Richardson v Griffiths  NZFC 3355
Published 18 April 2019
Adoption — definition of spouse — Adoption Act 1955, ss 3, 4 & 11 — New Zealand Bill of Rights Act 1990, ss 4, 6 & 19 — Human Rights Act 1993, s 21 — R v Hansen  NZSC 7 — Re Application by AMM and KJO to adopt a child  NZFLR 629 — Re Pierney  NZFLR 53 — Re [case 1]  NZFC 3575 — R v [case 2]  NZFLR 87.
The applicants applied to adopt 18 year old Layla. Layla had been put in their care by Child Youth and Family Services when she less than 3 years old. She has been parented by the applicants since, even though they divorced and both have since re-married.
There was no doubt the applicants were fit and proper people to adopt Layla, and to make the adoption order would serve the best interests of Layla and align their legal relationship with reality. However, s 3(2) of the Adoption Act (the Act) provides that an adoption order may be made "on the application of 2 spouses jointly in respect of a child". Section 3(3) allows an adoption order to be made by 1 person (the mother or father of the child) alone.

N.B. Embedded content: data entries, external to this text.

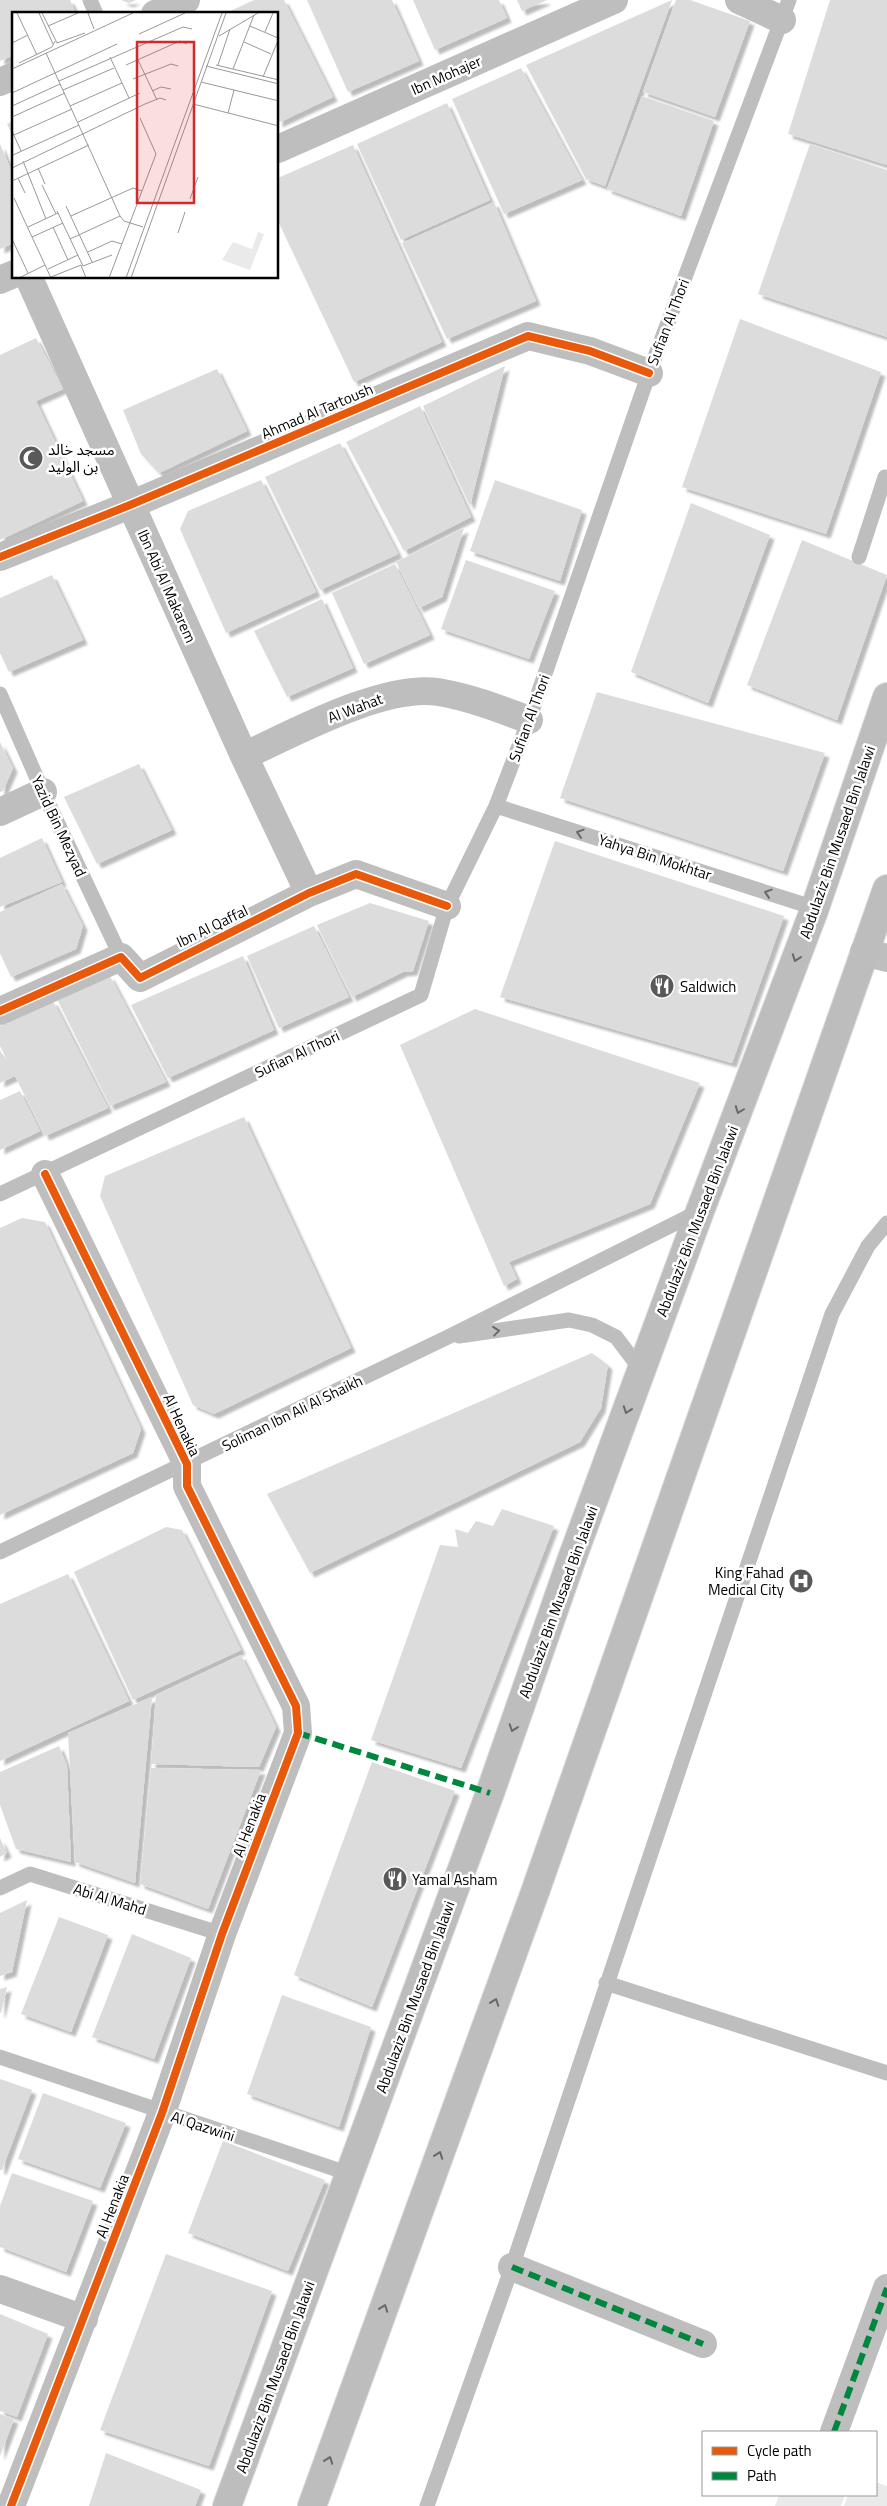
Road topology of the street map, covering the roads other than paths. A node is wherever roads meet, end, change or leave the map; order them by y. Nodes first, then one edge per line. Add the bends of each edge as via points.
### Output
1 (90, 0) edge
2 (186, 0) edge
3 (614, 0) edge
4 (739, 0) edge
5 (785, 10) edge
6 (95, 12) edge
7 (159, 12) edge
8 (12, 77) edge
9 (0, 82) edge
10 (279, 150) edge
11 (12, 275) edge
12 (29, 279) edge
13 (0, 280) edge
14 (649, 373) junction
15 (886, 476) edge
16 (130, 505) junction
17 (0, 557) edge
18 (859, 557) dead end
19 (0, 694) edge
20 (887, 697) edge
21 (529, 720) junction
22 (244, 756) junction
23 (43, 792) junction
24 (496, 806) junction
25 (0, 812) edge
26 (887, 889) edge
27 (309, 893) junction
28 (447, 906) junction
29 (814, 908) junction
30 (876, 955) edge
31 (120, 957) junction
32 (0, 1011) edge
33 (45, 1174) junction
34 (0, 1194) edge
35 (700, 1211) junction
36 (887, 1223) edge
37 (448, 1337) junction
38 (642, 1370) junction
39 (187, 1464) junction
40 (0, 1552) edge
41 (0, 1888) edge
42 (222, 1934) junction
43 (606, 1983) junction
44 (0, 2057) edge
45 (887, 2074) edge
46 (162, 2113) junction
47 (350, 2174) junction
48 (512, 2267) junction
49 (0, 2288) edge
50 (887, 2288) edge
51 (84, 2319) junction
52 (703, 2344) dead end
53 (834, 2431) edge
54 (11, 2506) edge
55 (227, 2506) edge
56 (312, 2506) edge
57 (427, 2506) edge

1 - 6 lane
2 - 7 street
3 - 10 street, Ibn Mohajer
4 - 5 street
5 - 14 lane, Sufian Al Thori
8 - 9 street
11 - 13 street
12 - 16 street, Ibn Abi Al Makarem
14 - 16 street, Ahmad Al Tartoush via 590,351 528,336
14 - 21 lane, Sufian Al Thori
15 - 18 lane
16 - 17 street, Ahmad Al Tartoush
16 - 22 street, Ibn Abi Al Makarem
19 - 23 lane, Yazid Bin Mezyad
20 - 29 main road, Abdulaziz Bin Musaed Bin Jalawi
21 - 22 street, Al Wahat via 489,705 436,692 382,696
21 - 24 lane, Sufian Al Thori
22 - 27 street, Ibn Abi Al Makarem
23 - 25 street
23 - 31 lane, Yazid Bin Mezyad
24 - 28 lane, Sufian Al Thori
29 -> 24 lane, Yahya Bin Mokhtar
26 - 30 main road
27 - 28 street, Ibn Al Qaffal via 356,874
27 - 31 street, Ibn Al Qaffal via 140,978
28 - 33 lane, Sufian Al Thori via 421,995
29 -> 35 main road, Abdulaziz Bin Musaed Bin Jalawi
56 -> 30 main road
31 - 32 street
33 - 34 lane, Sufian Al Thori
33 - 39 street, Al Henakia
35 - 37 lane, Soliman Ibn Ali Al Shaikh
35 - 38 main road, Abdulaziz Bin Musaed Bin Jalawi
36 - 43 lane via 868,1246 832,1314
37 -> 38 lane, Soliman Ibn Ali Al Shaikh via 569,1320 616,1337
37 - 39 lane, Soliman Ibn Ali Al Shaikh
38 -> 47 main road, Abdulaziz Bin Musaed Bin Jalawi
39 - 40 lane, Soliman Ibn Ali Al Shaikh
39 - 42 street, Al Henakia via 187,1486 296,1706 299,1725
41 - 42 lane, Abi Al Mahd via 30,1874
42 - 46 street, Al Henakia
43 - 45 lane
43 - 48 lane
44 - 46 lane, Al Qazwini
46 - 47 lane, Al Qazwini
46 - 51 street, Al Henakia
47 - 55 main road, Abdulaziz Bin Musaed Bin Jalawi
48 - 52 street
48 - 57 lane
49 - 51 street
50 - 53 street
51 - 54 street, Al Henakia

The Judge reviewed the law relating to spouses in the context of adoption. It was obvious that the Act as it was enacted in 1955 intended "spouse" to mean a heterosexual married couple. Over time this definition was expanded to include de facto couples, same sex couples and even two people who were separated but had not yet had their marriage dissolved.
The applicants submitted that to decline the adoption would discriminate against them based on their marital status. It was decided this was discrimination but that to stretch the word spouse to include two divorced and re-married people would torture the definition of the word and overrule the law Parliament had created. The Judge noted the applicants could appeal to the High Court or Parliament could change the law so it was not discriminatory but the Family Court could not grant the adoption application.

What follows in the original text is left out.